Je revois régulièrement les Argento, les Cronenberg, les Carpenter, les Romero... Assaut, je le regarde assez souvent, évidemment Profondo Rosso... Et Chromosome 3 : c'est un de mes Cronenberg préférés. Pourquoi ? Je le trouve extrêmement touchant dans ce qu'il raconte. Le problème de garde d'enfant, les images fabriquées à partir de rien -des enfants avec un anorak et un bec-de-lièvre et un marteau... Avec des bricoles, trois fois rien, il fabrique un truc absolument terrorisant. Samantha Eggar en robe blanche qui montre son utérus externe ! C'est absolument marquant.

Et du côté du cinéma de genre récent ?
Je n'aime pas tout ce que fait Jordan Peele, mais ça reste intéressant. Tout comme le Hérédité d'Ari Aster... Mais ce que je retiens surtout c'est M. Night Shyamalan : un type qui s'était un peu perdu à un moment, et que je retrouve passionnant. Un film comme The Visit, il l'a fait avec pas grand-chose, et le résultat est très inventif. The Strangers, ça c'est complètement dingue ! Je l'ai vu en salles. Et je l'ai revu en Blu-ray. Complètement fou. Encore plus fou la deuxième fois, parce que l'on sait à la fois d'où ça vient et où ça va.

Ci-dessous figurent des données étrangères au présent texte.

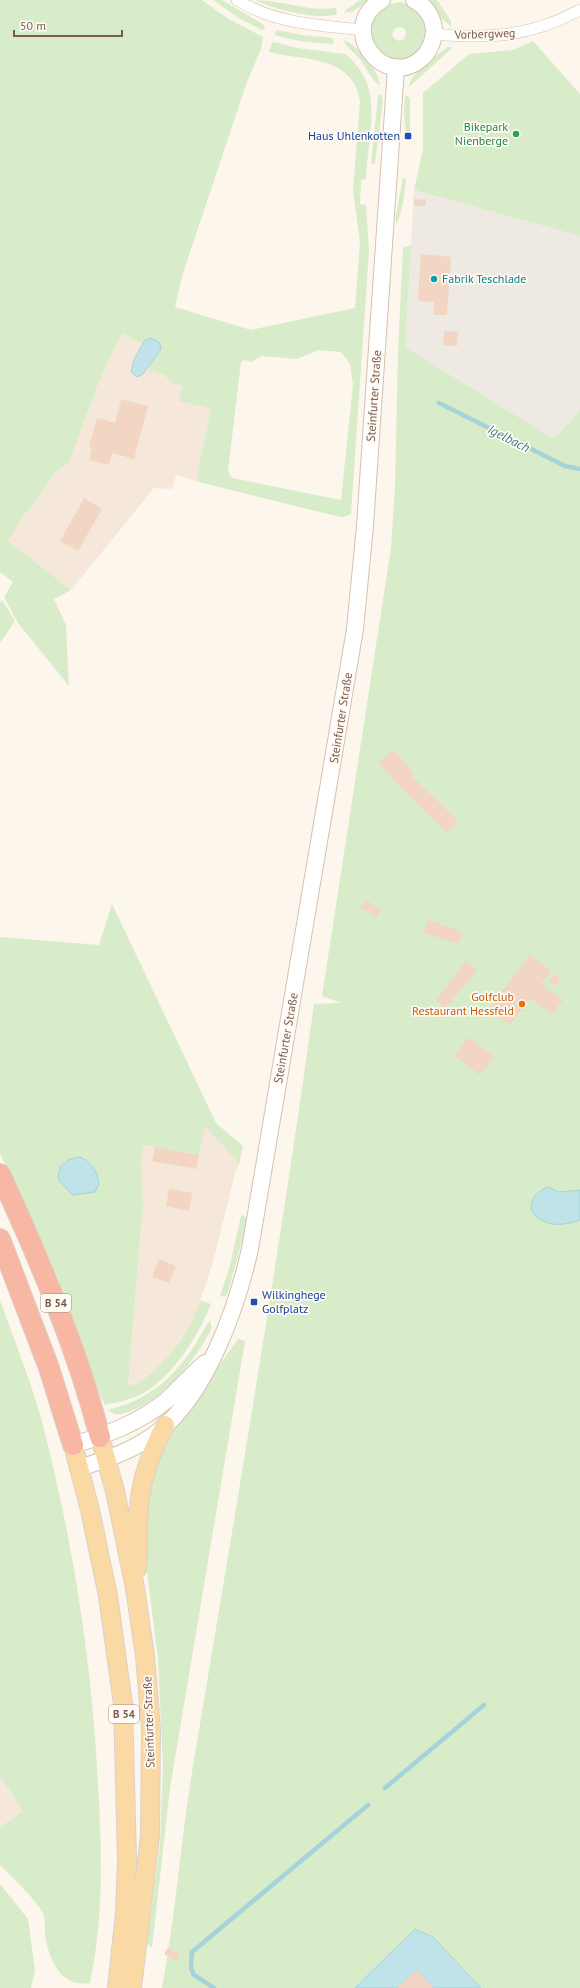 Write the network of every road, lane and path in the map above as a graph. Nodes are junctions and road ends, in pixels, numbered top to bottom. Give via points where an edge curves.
1 (237, 0) edge
2 (382, 0) edge
3 (414, 0) edge
4 (580, 10) edge
5 (363, 30) junction
6 (434, 34) junction
7 (396, 67) junction
8 (0, 1174) edge
9 (0, 1239) edge
10 (212, 1357) junction
11 (165, 1425) junction
12 (100, 1436) junction
13 (73, 1445) junction
14 (106, 1459) junction
15 (79, 1468) junction
16 (135, 1588) junction
17 (117, 1988) edge
18 (132, 1988) edge

1 - 5 street via 265,15 284,21
2 - 5 main road via 368,12
3 - 6 main road via 428,12
4 - 6 street, Vorbergweg via 541,28 521,33 471,37
5 - 7 main road via 364,42 370,53 379,61
6 - 7 main road via 428,52 419,60 408,66
7 - 10 main road, Steinfurter Straße via 365,526 355,630 255,1227 238,1295 224,1334
8 - 12 highway, B 54 via 64,1322
9 - 13 highway, B 54 via 49,1368
10 - 11 main road, Steinfurter Straße via 196,1387
10 - 12 main road, Steinfurter Straße via 152,1411
11 - 14 main road, Steinfurter Straße via 140,1444
11 - 16 main road via 151,1454 141,1492
12 - 13 main road, Steinfurter Straße
12 - 14 main road, Steinfurter Straße / B 54
13 - 15 main road, Steinfurter Straße / B 54
14 - 15 main road, Steinfurter Straße
14 - 16 main road, Steinfurter Straße / B 54
15 - 17 main road, Steinfurter Straße / B 54 via 115,1631 123,1704 128,1860
16 - 18 main road, Steinfurter Straße / B 54 via 146,1656 151,1728 150,1836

Vous vous êtes confronté au genre sur scène avec Sarah Winchester, opéra fantôme pour l'Opéra de Paris et Zombi Child : êtes-vous satisfait ?
Le genre est toujours proche dans ce que j'ai fait : il y a du fantastique dans Tiresia, même dans L'Apollonide... On est très loin du tournage, mais mon prochain film est un mélodrame sur trois époques : en 2044, 1910 et 2014, le tout teinté d'anticipation et de slasher -mais c'est un mélodrame avant tout. Pour moi, le plus « genre » que j'ai fait c'est Nocturama même s'il n'y a pas de fantastique. Il est traité mis en scène comme un film de genre. En fait, je n'ai pas fait des films de genre à 100%. En tournant Nocturama, j'ai aussi beaucoup pensé à Elephant d'Alan Clarke. C'est Gaspar Noé qui m'en avait parlé, et je l'ai découvert en Canada dans un coffret VHS...

Justement, quel film de genre conseillez-vous, si on devait mettre une étiquette "Bonello présente" ?
En fait, c'est ce que propose le site de streaming La Cinetek, dont je suis membre fondateur : des cinéastes qui conseillent des films. Et j'ai proposé de mettre en ligne des trucs Chromosome 3, Showgirls, mais aussi Histoire(s) du cinéma de Godard... Des films de chevet, très personnels.

Dans une interview à France Info la semaine dernière, vous disiez que vous en aviez assez d'épuiser votre vidéothèque...
Oui, je n'en peux plus des plateformes, enfin vous voyez. Ce n'est pas l'expérience de la salle pleine -je vais plutôt au cinéma le matin à 11h, pour être tranquille- mais c'est sortir de chez soi, pour aller quelque part, à la rencontre d'un film. Pour la qualité technique d'une salle. Netflix OK, mais c'est un peu le supermarché : on ne crée pas de désir. La salle crée du désir. On va quelque part, pour faire quelque chose. C'est comme faire une psychanalyse par Skype ou prendre le métro pour aller chez son psy, dans la salle d'attente. Ça n'agit pas pareil. En ce moment, on a un rapport aux films un peu morbide. En Festival, tout est exagéré, génial ou nul, c'est vivant et plein de mauvaise foi.